* What is needed
Give back only one number: how many lines in the data below contain the word "Крупской".

* Data for processing
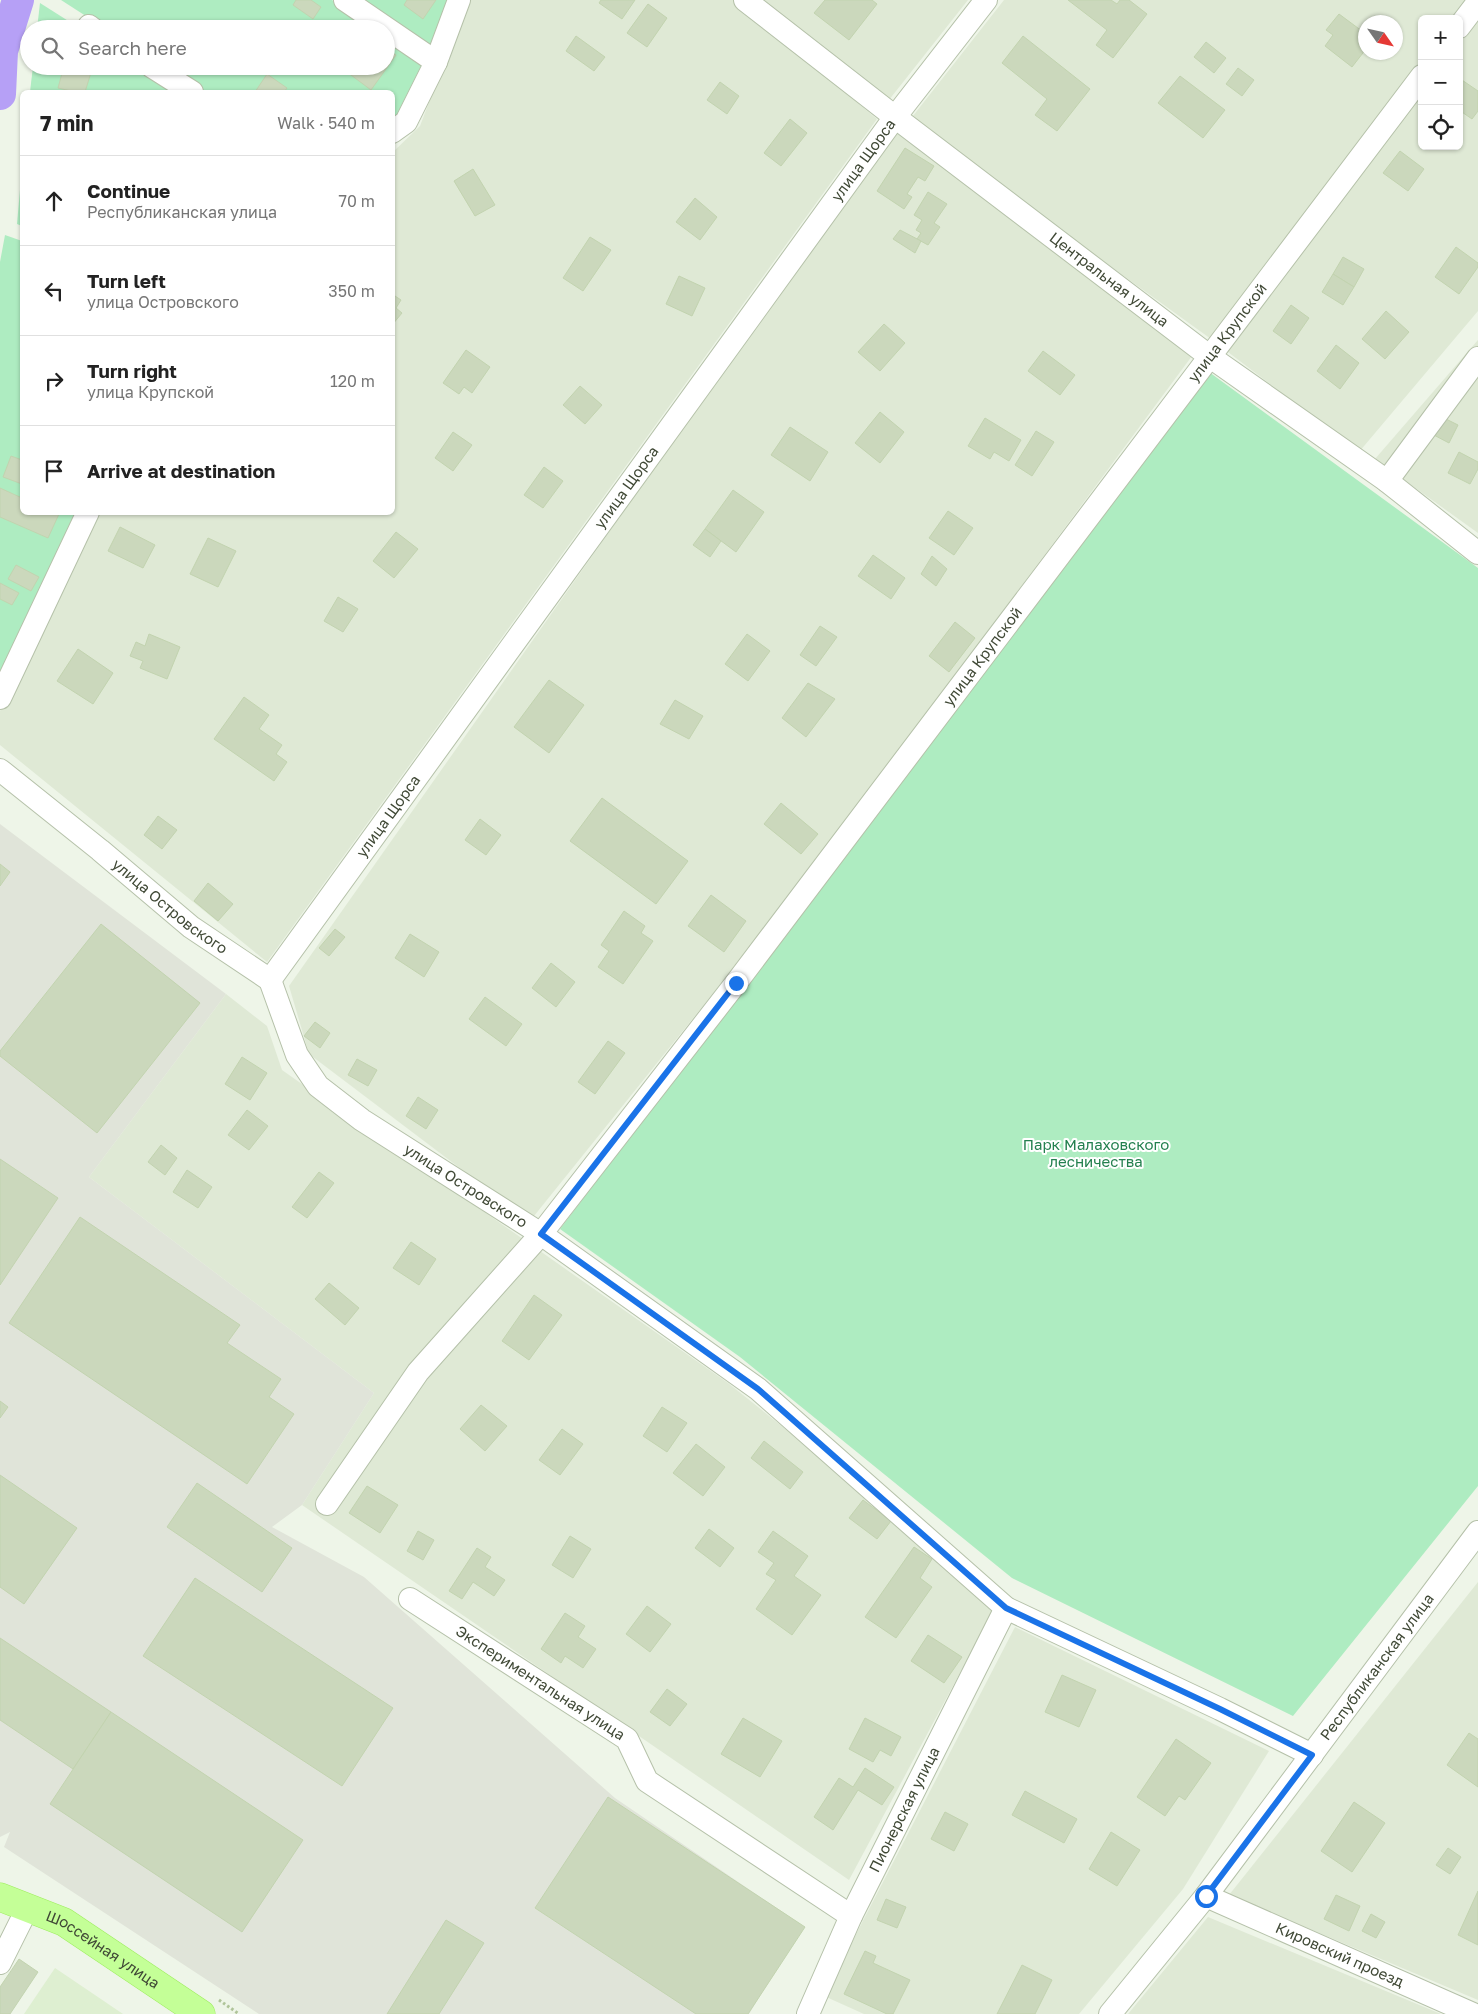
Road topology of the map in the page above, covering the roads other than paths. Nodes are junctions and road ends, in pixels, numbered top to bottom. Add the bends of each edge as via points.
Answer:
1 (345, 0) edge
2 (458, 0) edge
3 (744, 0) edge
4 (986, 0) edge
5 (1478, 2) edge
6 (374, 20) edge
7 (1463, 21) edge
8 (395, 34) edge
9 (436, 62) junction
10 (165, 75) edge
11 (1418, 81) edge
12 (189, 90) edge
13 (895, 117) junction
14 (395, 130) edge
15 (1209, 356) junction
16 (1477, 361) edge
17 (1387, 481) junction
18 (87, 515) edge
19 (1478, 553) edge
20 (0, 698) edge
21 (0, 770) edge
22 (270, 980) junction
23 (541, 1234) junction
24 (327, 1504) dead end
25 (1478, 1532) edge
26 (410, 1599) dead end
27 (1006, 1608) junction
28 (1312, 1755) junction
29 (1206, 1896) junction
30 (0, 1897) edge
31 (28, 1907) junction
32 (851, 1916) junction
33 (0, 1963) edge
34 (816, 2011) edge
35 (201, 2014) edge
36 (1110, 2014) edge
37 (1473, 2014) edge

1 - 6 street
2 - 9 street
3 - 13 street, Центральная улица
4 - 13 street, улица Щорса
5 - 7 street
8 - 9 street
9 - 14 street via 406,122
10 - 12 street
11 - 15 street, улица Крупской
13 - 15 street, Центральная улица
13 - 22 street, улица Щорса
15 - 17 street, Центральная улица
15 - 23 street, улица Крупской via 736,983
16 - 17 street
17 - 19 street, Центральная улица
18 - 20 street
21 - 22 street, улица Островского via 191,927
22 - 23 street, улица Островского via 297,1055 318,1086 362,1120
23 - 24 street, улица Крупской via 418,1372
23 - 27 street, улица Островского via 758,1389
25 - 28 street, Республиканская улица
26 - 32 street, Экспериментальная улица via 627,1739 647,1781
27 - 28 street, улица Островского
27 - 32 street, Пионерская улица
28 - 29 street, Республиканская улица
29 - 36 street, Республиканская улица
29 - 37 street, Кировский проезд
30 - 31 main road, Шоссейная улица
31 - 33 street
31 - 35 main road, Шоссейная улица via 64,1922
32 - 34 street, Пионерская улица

* Your solution
3